Charles Chuck Prince and Robert Rubin are often blamed for hobbling Citigroup Inc , but the former CEO and senior adviser are expected to defend themselves vigorously at a public hearing this week.

Prince, who famously said in mid-2007 as long as the music is playing, you've got to get up and dance, and Rubin will be grilled by a commission investigating the causes of the financial crisis.

The ostensible topic of the hearing is subprime lending, securitization and government-sponsored enterprises, but the real focus seems to be Citigroup.

The bank, spared scrutiny in the commission's first hearing, is in many ways a poster child for what went wrong during the financial crisis.

Bad bets on repackaged debt securities, consumer loans, and other assets forced Citigroup to take three separate government rescues totaling $45 billion, more support than any other major bank. When the dust settled, taxpayers held about a third of Citigroup's common stock and $27 billion of its debt.

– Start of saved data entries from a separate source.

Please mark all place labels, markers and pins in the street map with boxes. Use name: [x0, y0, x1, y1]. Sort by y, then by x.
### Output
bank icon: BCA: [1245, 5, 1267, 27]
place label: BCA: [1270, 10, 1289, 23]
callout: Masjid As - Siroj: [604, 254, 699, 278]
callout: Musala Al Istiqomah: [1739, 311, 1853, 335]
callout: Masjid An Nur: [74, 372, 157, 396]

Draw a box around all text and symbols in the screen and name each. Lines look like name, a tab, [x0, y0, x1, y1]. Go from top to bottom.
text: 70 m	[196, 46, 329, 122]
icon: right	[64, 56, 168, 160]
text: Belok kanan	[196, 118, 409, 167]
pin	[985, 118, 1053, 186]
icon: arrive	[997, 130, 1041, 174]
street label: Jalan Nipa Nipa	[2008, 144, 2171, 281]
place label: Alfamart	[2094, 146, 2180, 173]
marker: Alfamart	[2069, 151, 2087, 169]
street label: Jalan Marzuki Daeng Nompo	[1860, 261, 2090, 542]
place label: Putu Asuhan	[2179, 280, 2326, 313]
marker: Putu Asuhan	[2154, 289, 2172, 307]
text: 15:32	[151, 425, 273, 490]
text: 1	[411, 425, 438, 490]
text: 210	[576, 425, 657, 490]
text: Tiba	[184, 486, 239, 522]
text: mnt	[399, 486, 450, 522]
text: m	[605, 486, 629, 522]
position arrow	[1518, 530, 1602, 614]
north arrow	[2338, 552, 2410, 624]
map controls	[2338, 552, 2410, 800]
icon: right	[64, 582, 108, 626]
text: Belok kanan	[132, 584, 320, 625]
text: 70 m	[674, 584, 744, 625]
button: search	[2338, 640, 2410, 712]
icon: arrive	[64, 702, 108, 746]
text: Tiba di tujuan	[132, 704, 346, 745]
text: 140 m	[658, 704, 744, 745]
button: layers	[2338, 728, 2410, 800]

Two figures at the center of the meltdown were Rubin, who was on Citigroup's board and advised the firm beginning in 1999, and Prince, the bank's chief executive from 2003 through late 2007.

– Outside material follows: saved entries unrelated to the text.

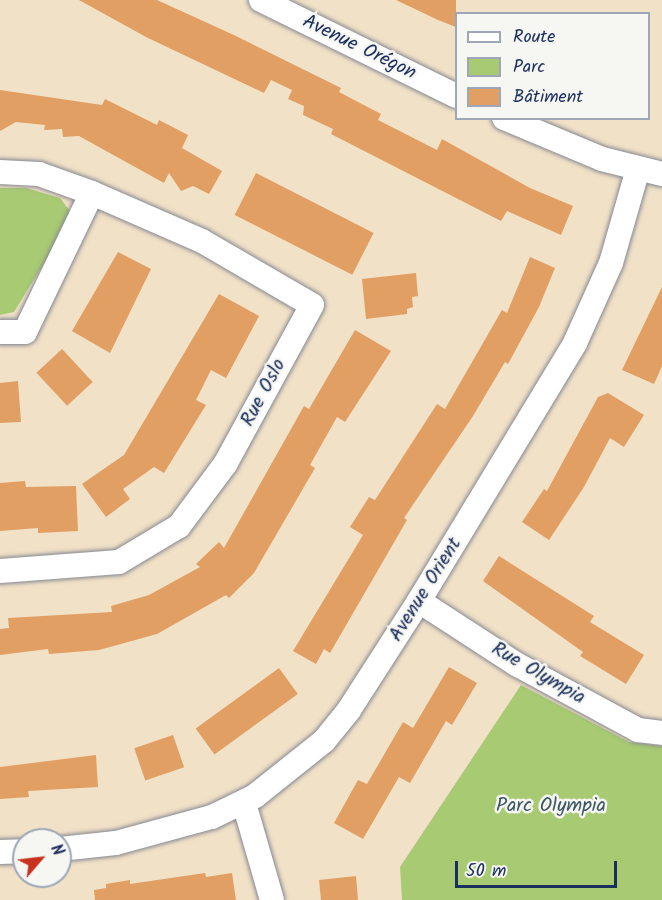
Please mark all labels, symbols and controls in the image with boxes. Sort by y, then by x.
street label: Avenue Orégon [298,10,420,86]
legend [455,12,650,120]
text: Route [513,23,555,52]
text: Parc [513,53,545,82]
text: Bâtiment [513,83,583,112]
street label: Rue Oslo [236,355,292,431]
street label: Avenue Orient [385,534,467,646]
street label: Rue Olympia [487,637,589,711]
park label: Parc Olympia [496,794,606,818]
north arrow [12,828,72,888]
text: N [43,840,70,861]
scale bar [458,849,620,887]
text: 50 m [466,857,506,886]

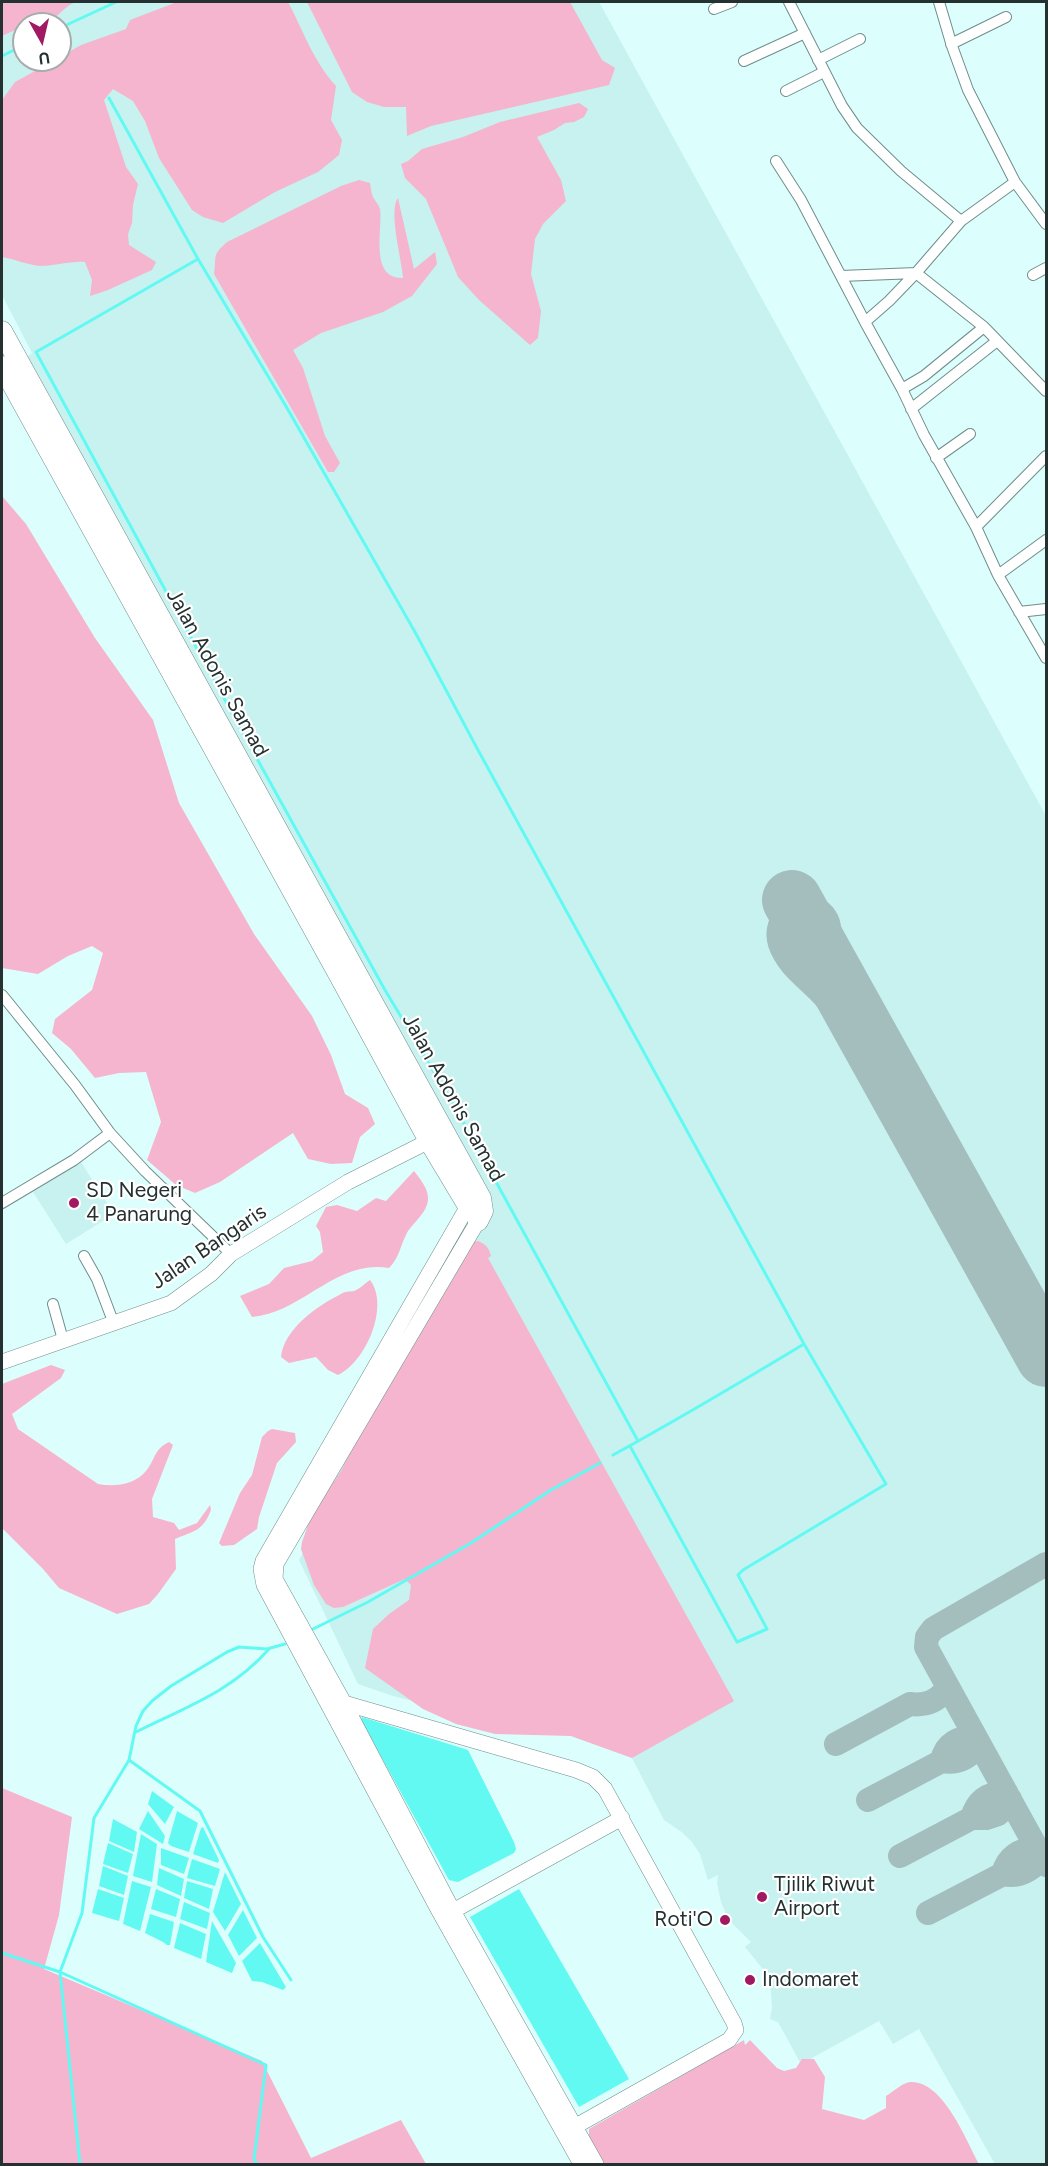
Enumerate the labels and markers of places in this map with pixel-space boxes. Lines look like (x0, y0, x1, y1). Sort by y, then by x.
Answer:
place label: SD Negeri 4 Panarung (86, 1178, 192, 1228)
marker: SD Negeri 4 Panarung (67, 1196, 81, 1210)
place label: Tjilik Riwut Airport (774, 1872, 875, 1922)
marker: Tjilik Riwut Airport (755, 1890, 769, 1904)
place label: Roti'O (654, 1907, 713, 1933)
marker: Roti'O (718, 1913, 732, 1927)
place label: Indomaret (762, 1967, 859, 1993)
marker: Indomaret (743, 1973, 757, 1987)

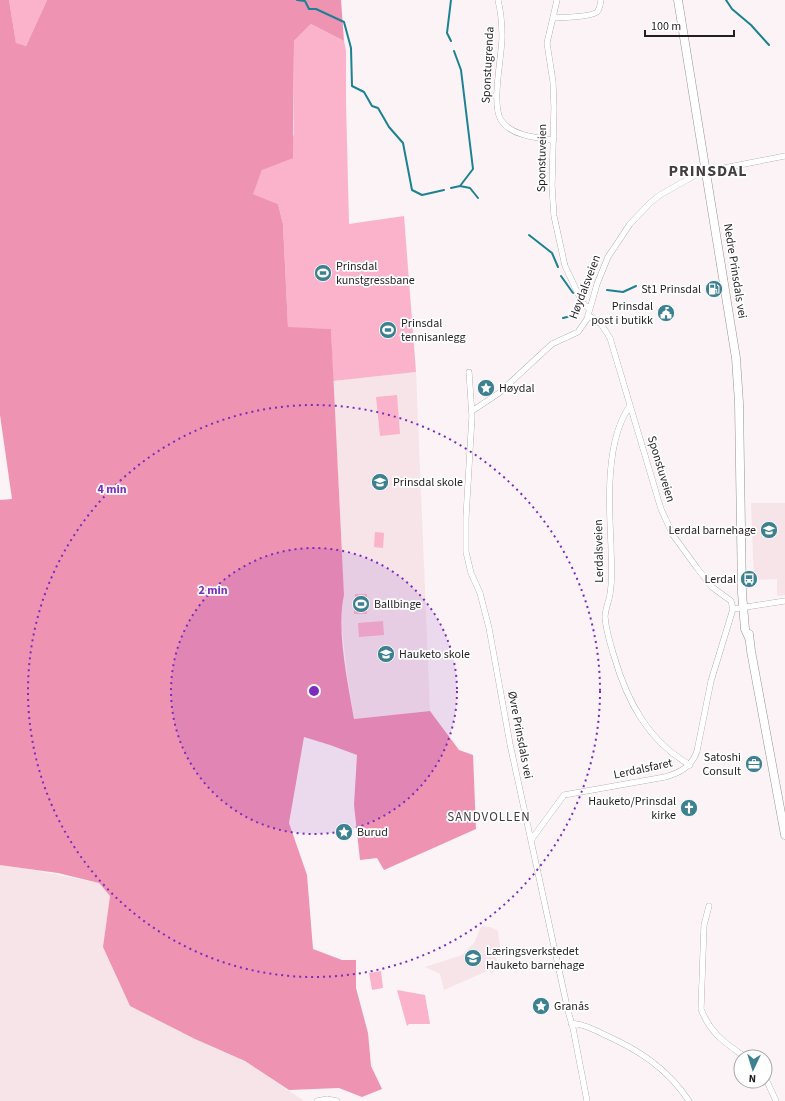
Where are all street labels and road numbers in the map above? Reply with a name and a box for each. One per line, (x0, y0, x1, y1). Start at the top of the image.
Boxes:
street label: Sponstugrenda (478, 26, 498, 104)
street label: Sponstuveien (533, 124, 551, 192)
street label: Nedre Prinsdals vei (719, 222, 751, 320)
street label: Høydalsveien (565, 252, 605, 322)
street label: Sponstuveien (643, 434, 679, 504)
street label: Lerdalsveien (590, 519, 608, 583)
street label: Øvre Prinsdals vei (503, 690, 537, 780)
street label: Lerdalsfaret (612, 754, 674, 784)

They are scheduled to testify before the Financial Crisis Inquiry Commission on Thursday, following an appearance by former Federal Reserve Chairman Alan Greenspan on the first day of the hearing Wednesday.

Rubin, a former Treasury secretary under President Bill Clinton, is often criticized for pushing Citigroup to risk more of its own money in trades. Those trades ended up triggering billions of dollars of writedowns for the bank.

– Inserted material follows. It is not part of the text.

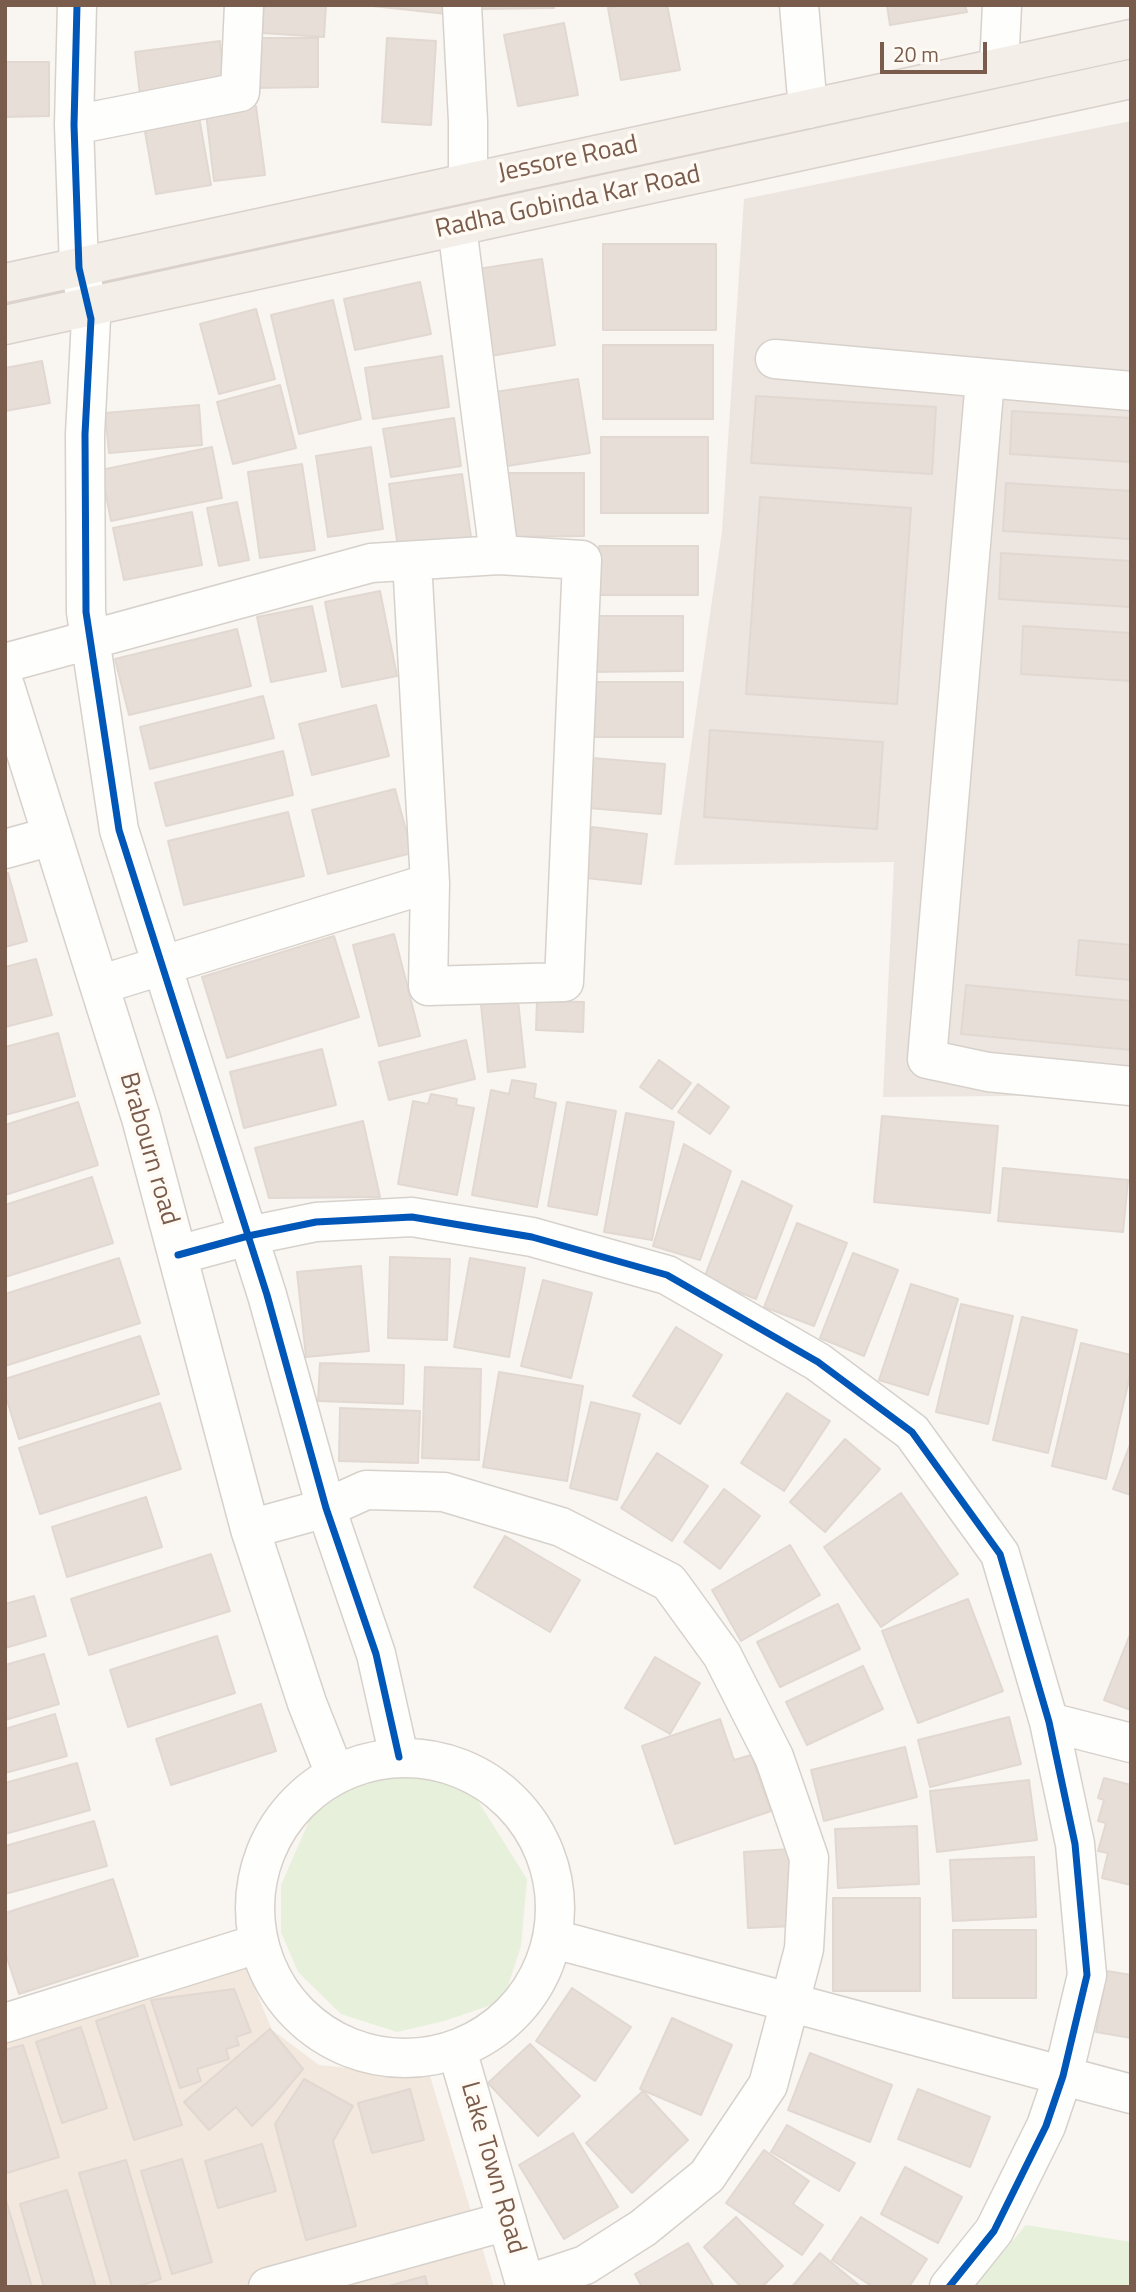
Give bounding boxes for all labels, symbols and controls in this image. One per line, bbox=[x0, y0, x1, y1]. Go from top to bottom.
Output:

Rubin has said in the past that he was an adviser to the bank, not a decision maker, and that at one meeting, when the issue of risk management came up, he said taking on more risk could make sense only if the bank had the right people and technology. A person familiar with the hearings expects him to make those points again. Rubin declined to comment.

Rubin is also criticized for receiving an outsized salary while he was at the bank. In 2006, for example, he earned nearly $30 million. But people who have worked with Rubin say he was very good at talking to clients, and won business for the bank.

Rubin will also face questions from Brooksley Born, a former head of the Commodity Futures Trading Commission and now a member of the FCIC. Born and Rubin faced off over derivatives in the late 1990s.

In 1998, Born tried to regulate some over-the-counter derivatives, but Rubin and others objected and ultimately won out. Some critics argue that unregulated over-the-counter derivatives markets linked banks with one another in a way that made it hard for bank overseers to allow financial institutions to fail during the crisis.

A PRINCE OR A CHUMP?

Prince exited Citigroup discredited in the eyes of many, but he left a wealthy man. He resigned in late 2007 with $39.5 million in stock, options, bonus and perks, despite Citigroup having just posted a huge writedown on subprime assets.

One of his biggest gaffes was telling the Financial Times in July 2007 that global liquidity was enormous and that only a significant disruptive event could create difficulty in the leveraged buyout market. We're still dancing, he said.

Just a few months later, an epic global credit crunch began.

The FCIC will likely look into why Prince was so wrong about the pending crisis, said Simon Johnson, a business professor at the Massachusetts Institute of Technology and co-author of 13 Bankers: The Wall Street Takeover and the Next Financial Meltdown.

Is he a hapless chump or is he the guy that had the incentive to get it wrong? Johnson said.

Prince, a lawyer by training, was a protégé of Sanford Sandy Weill, who over the course of two decades built Citigroup into a financial supermarket. Prince could not be reached for comment.

JUST FOR SHOW

To some analysts and experts, the FCIC hearing is nothing more than theater and an exercise in rehashing information that has already been disclosed.

These commissions are a political exercise, but they will not influence government policy, said Roy Smith, a finance professor at New York University's Stern School of Business.

The commission was supposed to be like the Pecora Commission, which held hearings starting in 1932 and found objectionable industry practices that led to the Securities Act of 1933 and the Securities Exchange Act of 1934.

But the FCIC has started late, as legislation is already winding its way through Congress. If the Democrats lose big in midterm elections in November, the commission's recommendations may become even more irrelevant.

Douglas Elliott, a former JPMorgan investment banker now with the Brookings Institution think tank in Washington, said the best Prince and Rubin can hope for is to not give any more memorable quotes.

The world blew up and the major players in financial world are all implicated to some extent. There's no way to come out of it looking good, he said.